The first, called the Common
Core, emphasizes communication, quantitative skills
and intellectual abilities, as well as an introduction to
the urban and Vincentian nature of the University. Integration
of the general education program is further enhanced by
a series of common experiences throughout the student's
educational career. These experiences include the
first year program; the
sophomore seminar on multiculturalism in the United States;
the junior year experiential
learning requirement; and the
senior year capstone seminar.
The second part of the program,
called Learning Domains,
is concerned mainly with the subjects that make up the conventional
liberal arts and sciences curriculum. Breadth of learning
is assured by asking students to do course work in six learning
domains: Arts
and Literature (AL); Philosophical
Inquiry (PI);
Religious Dimensions (RD); Scientific Inquiry
(SI);
Self, Society, and the Modern World (MW); and Understanding the Past (UP);
.
The domains of the Liberal Studies
Program represent possible ways of grouping the various
kinds of courses taught in the University. They identify
and focus attention on areas of inquiry that are significantly
similar are to be found, though not all activities carried
on within a domain are identical. A person who has received
a liberal education has experienced in both practical and
theoretical ways the many types of intellectual inquiry
represented in the university community. These particular
domains facilitate that experience.
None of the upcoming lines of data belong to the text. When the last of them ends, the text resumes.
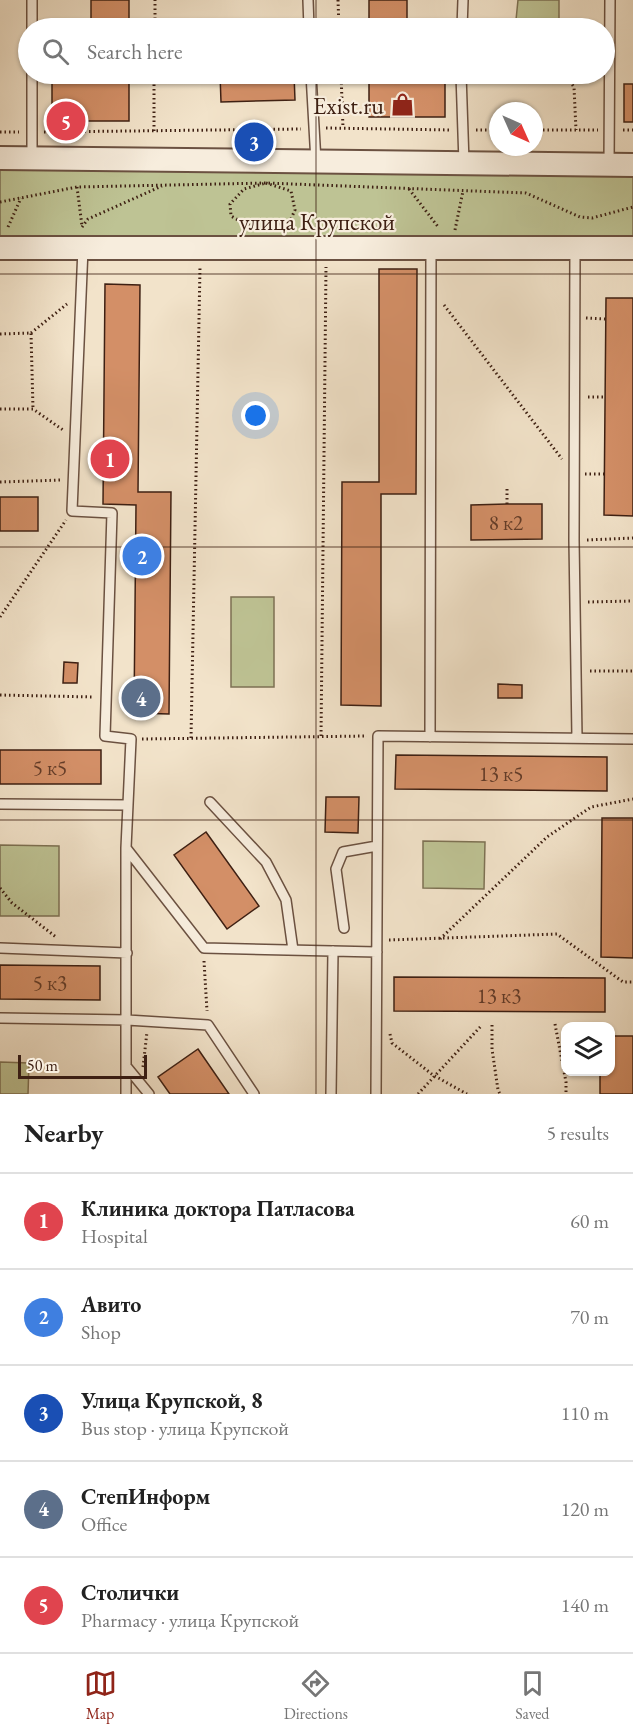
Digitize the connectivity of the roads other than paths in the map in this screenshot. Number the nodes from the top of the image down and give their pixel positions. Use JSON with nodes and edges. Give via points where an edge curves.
{"nodes":[{"id":1,"x":32,"y":0,"type":"edge"},
{"id":2,"x":308,"y":0,"type":"edge"},
{"id":3,"x":463,"y":0,"type":"edge"},
{"id":4,"x":610,"y":0,"type":"edge"},
{"id":5,"x":32,"y":18,"type":"edge"},
{"id":6,"x":309,"y":18,"type":"edge"},
{"id":7,"x":462,"y":18,"type":"edge"},
{"id":8,"x":610,"y":18,"type":"edge"},
{"id":9,"x":32,"y":84,"type":"edge"},
{"id":10,"x":312,"y":84,"type":"edge"},
{"id":11,"x":461,"y":84,"type":"edge"},
{"id":12,"x":610,"y":84,"type":"edge"},
{"id":13,"x":0,"y":158,"type":"edge"},
{"id":14,"x":32,"y":158,"type":"junction"},
{"id":15,"x":316,"y":162,"type":"junction"},
{"id":16,"x":464,"y":163,"type":"junction"},
{"id":17,"x":609,"y":164,"type":"junction"},
{"id":18,"x":633,"y":165,"type":"edge"},
{"id":19,"x":4,"y":237,"type":"edge"},
{"id":20,"x":436,"y":240,"type":"junction"},
{"id":21,"x":83,"y":248,"type":"junction"},
{"id":22,"x":574,"y":248,"type":"junction"},
{"id":23,"x":633,"y":248,"type":"edge"},
{"id":24,"x":430,"y":736,"type":"junction"},
{"id":25,"x":577,"y":738,"type":"junction"},
{"id":26,"x":633,"y":740,"type":"edge"},
{"id":27,"x":210,"y":802,"type":"dead end"},
{"id":28,"x":0,"y":804,"type":"edge"},
{"id":29,"x":128,"y":805,"type":"junction"},
{"id":30,"x":377,"y":846,"type":"junction"},
{"id":31,"x":126,"y":848,"type":"junction"},
{"id":32,"x":344,"y":928,"type":"dead end"},
{"id":33,"x":0,"y":948,"type":"edge"},
{"id":34,"x":293,"y":950,"type":"junction"},
{"id":35,"x":333,"y":951,"type":"junction"},
{"id":36,"x":127,"y":952,"type":"junction"},
{"id":37,"x":377,"y":952,"type":"junction"},
{"id":38,"x":0,"y":1018,"type":"edge"},
{"id":39,"x":127,"y":1020,"type":"junction"},
{"id":40,"x":126,"y":1066,"type":"junction"},
{"id":41,"x":126,"y":1094,"type":"edge"},
{"id":42,"x":149,"y":1094,"type":"edge"},
{"id":43,"x":254,"y":1094,"type":"edge"},
{"id":44,"x":331,"y":1094,"type":"edge"},
{"id":45,"x":376,"y":1094,"type":"edge"}],
"edges":[{"from":1,"to":5,"type":"lane"},
{"from":2,"to":6,"type":"lane"},
{"from":3,"to":7,"type":"lane"},
{"from":4,"to":8,"type":"lane"},
{"from":9,"to":14,"type":"lane"},
{"from":10,"to":15,"type":"lane"},
{"from":11,"to":16,"type":"lane"},
{"from":12,"to":17,"type":"lane"},
{"from":13,"to":14,"type":"street"},
{"from":14,"to":15,"type":"street"},
{"from":15,"to":16,"type":"street"},
{"from":16,"to":17,"type":"street"},
{"from":17,"to":18,"type":"street"},
{"from":19,"to":21,"type":"street","name":"улица Крупской"},
{"from":20,"to":21,"type":"street","name":"улица Крупской"},
{"from":20,"to":22,"type":"street","name":"улица Крупской"},
{"from":20,"to":24,"type":"lane","via":[[431,288]]},
{"from":21,"to":29,"type":"lane","via":[[72,511],[112,513],[105,736],[131,739]]},
{"from":22,"to":23,"type":"street","name":"улица Крупской"},
{"from":22,"to":25,"type":"lane"},
{"from":24,"to":25,"type":"lane"},
{"from":24,"to":30,"type":"lane","via":[[378,736]]},
{"from":25,"to":26,"type":"lane"},
{"from":27,"to":34,"type":"lane","via":[[266,862],[286,900]]},
{"from":28,"to":29,"type":"lane"},
{"from":29,"to":31,"type":"lane"},
{"from":30,"to":32,"type":"lane","via":[[343,852],[336,869]]},
{"from":30,"to":37,"type":"lane"},
{"from":31,"to":34,"type":"lane","via":[[204,948]]},
{"from":31,"to":36,"type":"lane"},
{"from":33,"to":36,"type":"lane"},
{"from":34,"to":35,"type":"lane"},
{"from":35,"to":37,"type":"lane"},
{"from":35,"to":44,"type":"lane"},
{"from":36,"to":39,"type":"lane"},
{"from":37,"to":45,"type":"lane"},
{"from":38,"to":39,"type":"lane"},
{"from":39,"to":40,"type":"lane"},
{"from":39,"to":43,"type":"lane","via":[[208,1025]]},
{"from":40,"to":41,"type":"lane"},
{"from":40,"to":42,"type":"lane"}]}
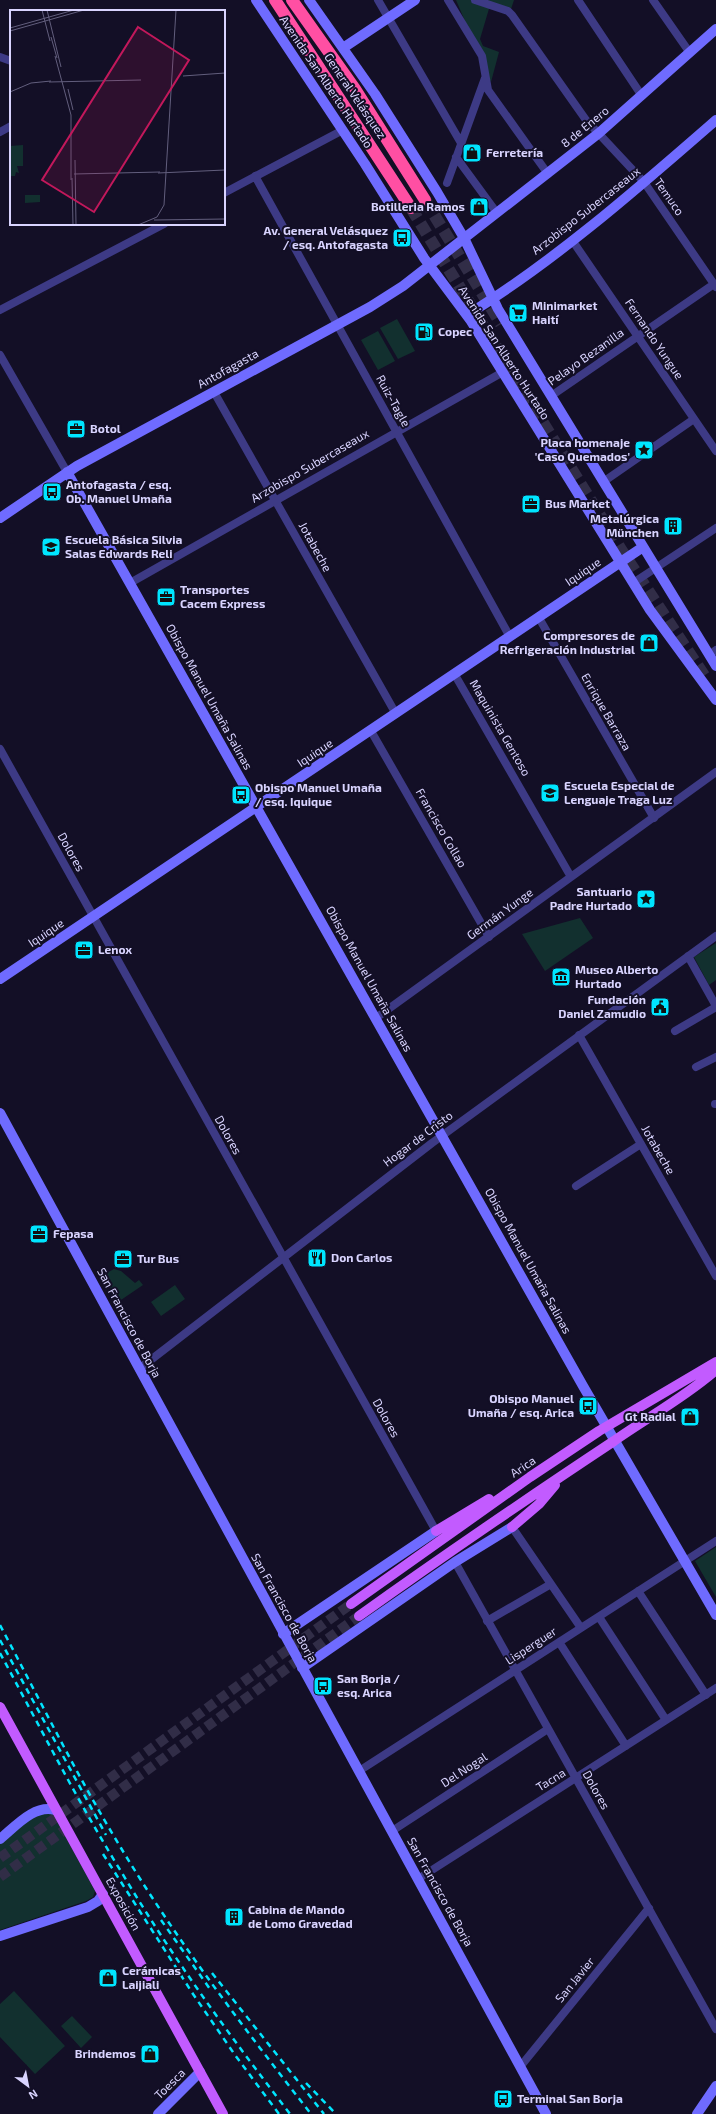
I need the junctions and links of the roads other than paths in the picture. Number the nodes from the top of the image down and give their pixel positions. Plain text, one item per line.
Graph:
1 (256, 0) edge
2 (275, 0) edge
3 (292, 0) edge
4 (308, 0) edge
5 (378, 0) edge
6 (415, 0) edge
7 (448, 0) edge
8 (475, 0) edge
9 (578, 0) edge
10 (653, 0) edge
11 (388, 18) junction
12 (716, 29) edge
13 (342, 48) junction
14 (690, 52) junction
15 (0, 57) edge
16 (10, 61) edge
17 (485, 78) junction
18 (642, 96) junction
19 (716, 120) edge
20 (10, 127) edge
21 (343, 130) junction
22 (0, 132) edge
23 (598, 134) junction
24 (461, 143) junction
25 (456, 157) junction
26 (548, 174) junction
27 (255, 176) junction
28 (644, 182) junction
29 (447, 184) dead end
30 (225, 192) edge
31 (425, 200) tunnel mouth
32 (411, 208) tunnel mouth
33 (497, 213) junction
34 (162, 225) edge
35 (464, 238) junction
36 (572, 240) junction
37 (429, 265) junction
38 (439, 277) junction
39 (412, 280) junction
40 (715, 285) edge
41 (493, 300) junction
42 (0, 310) edge
43 (467, 315) junction
44 (337, 324) junction
45 (638, 336) junction
46 (0, 354) edge
47 (502, 372) junction
48 (214, 392) junction
49 (551, 396) junction
50 (694, 419) junction
51 (397, 432) junction
52 (716, 451) edge
53 (67, 472) junction
54 (603, 482) junction
55 (275, 501) junction
56 (0, 518) edge
57 (716, 528) edge
58 (643, 547) junction
59 (620, 563) junction
60 (656, 568) junction
61 (130, 583) junction
62 (633, 583) junction
63 (539, 618) junction
64 (510, 637) junction
65 (713, 652) edge
66 (716, 666) edge
67 (455, 675) junction
68 (716, 700) edge
69 (396, 714) junction
70 (371, 731) junction
71 (0, 749) edge
72 (716, 772) edge
73 (256, 808) junction
74 (654, 818) junction
75 (572, 877) junction
76 (93, 917) junction
77 (490, 936) junction
78 (716, 936) edge
79 (688, 956) junction
80 (0, 979) edge
81 (713, 993) edge
82 (716, 1007) edge
83 (376, 1018) junction
84 (675, 1031) dead end
85 (579, 1035) junction
86 (716, 1056) edge
87 (696, 1067) dead end
88 (0, 1113) edge
89 (442, 1135) junction
90 (641, 1144) junction
91 (576, 1186) dead end
92 (283, 1258) junction
93 (716, 1276) edge
94 (716, 1362) edge
95 (140, 1370) junction
96 (716, 1370) edge
97 (607, 1427) junction
98 (615, 1440) junction
99 (563, 1475) junction
100 (530, 1478) junction
101 (512, 1527) junction
102 (436, 1532) junction
103 (716, 1541) edge
104 (455, 1562) junction
105 (685, 1562) junction
106 (551, 1584) junction
107 (638, 1591) junction
108 (351, 1604) tunnel mouth
109 (716, 1615) edge
110 (360, 1616) tunnel mouth
111 (598, 1617) junction
112 (487, 1621) junction
113 (581, 1628) junction
114 (283, 1634) junction
115 (559, 1642) junction
116 (302, 1668) junction
117 (515, 1670) junction
118 (716, 1688) edge
119 (706, 1695) junction
120 (0, 1707) edge
121 (666, 1720) junction
122 (548, 1730) junction
123 (626, 1746) junction
124 (359, 1771) junction
125 (576, 1778) junction
126 (55, 1810) junction
127 (392, 1831) junction
128 (0, 1839) edge
129 (418, 1879) junction
130 (103, 1894) junction
131 (649, 1908) junction
132 (0, 1936) edge
133 (716, 2029) edge
134 (520, 2067) junction
135 (200, 2072) junction
136 (716, 2086) edge
137 (158, 2114) edge
138 (223, 2114) edge
139 (546, 2114) edge
140 (697, 2114) edge

1 - 21 street, Avenida San Alberto Hurtado
2 - 32 highway, General Velásquez
3 - 31 highway, General Velásquez
4 - 13 street, Avenida San Alberto Hurtado
5 - 11 street
6 - 11 street
7 - 17 street
8 - 23 street, Temuco
9 - 18 street
10 - 14 street
11 - 13 street
11 - 24 street
12 - 14 street, 8 de Enero
13 - 35 street, Avenida San Alberto Hurtado
14 - 18 street, 8 de Enero
15 - 16 street
17 - 24 street
17 - 26 street
18 - 23 street, 8 de Enero
19 - 28 street, Arzobispo Subercaseaux
20 - 22 street
21 - 27 street
21 - 37 street, Avenida San Alberto Hurtado
23 - 26 street, 8 de Enero
23 - 28 street, Temuco
24 - 25 street
25 - 29 street
25 - 33 street
26 - 33 street, 8 de Enero
27 - 30 street
27 - 44 street, Ruiz-Tagle
28 - 36 street, Arzobispo Subercaseaux
28 - 40 street, Temuco
33 - 35 street, 8 de Enero
34 - 42 street
35 - 37 street, Antofagasta
35 - 41 street, Avenida San Alberto Hurtado
36 - 41 street, Arzobispo Subercaseaux
36 - 45 street, Fernando Yungue
37 - 38 street, Avenida San Alberto Hurtado
37 - 39 street, Antofagasta
38 - 39 street
38 - 43 street, Avenida San Alberto Hurtado
39 - 44 street, Antofagasta
40 - 45 street, Pelayo Bezanilla
41 - 43 street, Arzobispo Subercaseaux
41 - 49 street, Avenida San Alberto Hurtado
43 - 47 street, Avenida San Alberto Hurtado
44 - 48 street, Antofagasta
44 - 51 street, Ruiz-Tagle
45 - 49 street, Pelayo Bezanilla
45 - 50 street, Fernando Yungue
46 - 53 street, Obispo Manuel Umaña Salinas
47 - 51 street, Arzobispo Subercaseaux
47 - 59 street, Avenida San Alberto Hurtado
48 - 53 street, Antofagasta
48 - 55 street, Jotabeche
49 - 54 street, Avenida San Alberto Hurtado
50 - 52 street, Fernando Yungue
50 - 54 street
51 - 55 street, Arzobispo Subercaseaux
51 - 64 street, Ruiz-Tagle
53 - 56 street, Antofagasta
53 - 61 street, Obispo Manuel Umaña Salinas
54 - 58 street, Avenida San Alberto Hurtado
55 - 61 street, Arzobispo Subercaseaux
55 - 69 street, Jotabeche
57 - 60 street
58 - 59 street, Iquique
58 - 60 street, Avenida San Alberto Hurtado
59 - 62 street, Avenida San Alberto Hurtado
59 - 63 street, Iquique
60 - 62 street
60 - 65 street, Avenida San Alberto Hurtado
61 - 73 street, Obispo Manuel Umaña Salinas
62 - 68 street, Avenida San Alberto Hurtado
63 - 64 street, Iquique
63 - 74 street, Enrique Barraza
64 - 67 street, Iquique
65 - 66 street, Avenida San Alberto Hurtado
67 - 69 street, Iquique
67 - 75 street, Maquinista Gentoso
69 - 70 street, Iquique
70 - 73 street, Iquique
70 - 77 street, Francisco Collao
71 - 76 street, Dolores
72 - 74 street, Germán Yunge
73 - 76 street, Iquique
73 - 83 street, Obispo Manuel Umaña Salinas
74 - 75 street, Germán Yunge
75 - 77 street, Germán Yunge
76 - 80 street, Iquique
76 - 92 street, Dolores
77 - 83 street, Germán Yunge
78 - 79 street, Hogar de Cristo
79 - 81 street
79 - 85 street, Hogar de Cristo
81 - 82 street
82 - 84 street
83 - 89 street, Obispo Manuel Umaña Salinas
85 - 89 street, Hogar de Cristo
85 - 90 street, Jotabeche
86 - 87 street
88 - 95 street, San Francisco de Borja
89 - 92 street, Hogar de Cristo
89 - 97 street, Obispo Manuel Umaña Salinas
90 - 91 street
90 - 93 street, Jotabeche
92 - 95 street, Hogar de Cristo
92 - 102 street, Dolores
94 - 97 main road, Arica
95 - 114 street, San Francisco de Borja
96 - 98 main road
97 - 98 street, Obispo Manuel Umaña Salinas
97 - 100 main road, Arica
98 - 99 main road
98 - 105 street, Obispo Manuel Umaña Salinas
99 - 101 main road
99 - 110 main road
100 - 102 main road
100 - 108 main road, Arica
101 - 104 street
101 - 106 street
102 - 114 street
103 - 105 street, Lisperguer
104 - 112 street, Dolores
104 - 116 street
105 - 107 street, Lisperguer
105 - 109 street, Obispo Manuel Umaña Salinas
106 - 112 street
106 - 113 street
107 - 111 street, Lisperguer
107 - 119 street
111 - 113 street, Lisperguer
111 - 121 street
112 - 117 street, Dolores
113 - 115 street, Lisperguer
114 - 116 street, San Francisco de Borja
115 - 117 street, Lisperguer
115 - 123 street
116 - 124 street, San Francisco de Borja
117 - 122 street, Dolores
117 - 124 street, Lisperguer
118 - 119 street, Tacna
119 - 121 street, Tacna
120 - 126 main road, Exposición
121 - 123 street, Tacna
122 - 125 street, Dolores
122 - 127 street, Del Nogal
123 - 125 street, Tacna
124 - 127 street, San Francisco de Borja
125 - 129 street, Tacna
125 - 131 street, Dolores
126 - 128 street
126 - 130 main road, Exposición
127 - 129 street, San Francisco de Borja
129 - 134 street, San Francisco de Borja
130 - 132 street
130 - 135 main road, Exposición
131 - 133 street, Dolores
131 - 134 street, San Javier
134 - 139 street, San Francisco de Borja
135 - 137 street, Toesca
135 - 138 main road, Exposición
136 - 140 street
They represent society’s
intellectual life in its theoretical, practical, and artistic
moments.
Through the programs of study
within the domains, students are invited to create or discover
for themselves, however provisionally, a map of the intellectual
world.
Finally, pre-collegiate skills
in communication and computation are a prerequisite for
domain study. Some students are required to take certain
skills courses before they can begin the Liberal Studies
Program. Moreover, since these writing and computation skills
are an integral part of all college work, all liberal studies
courses seek to develop these skills further.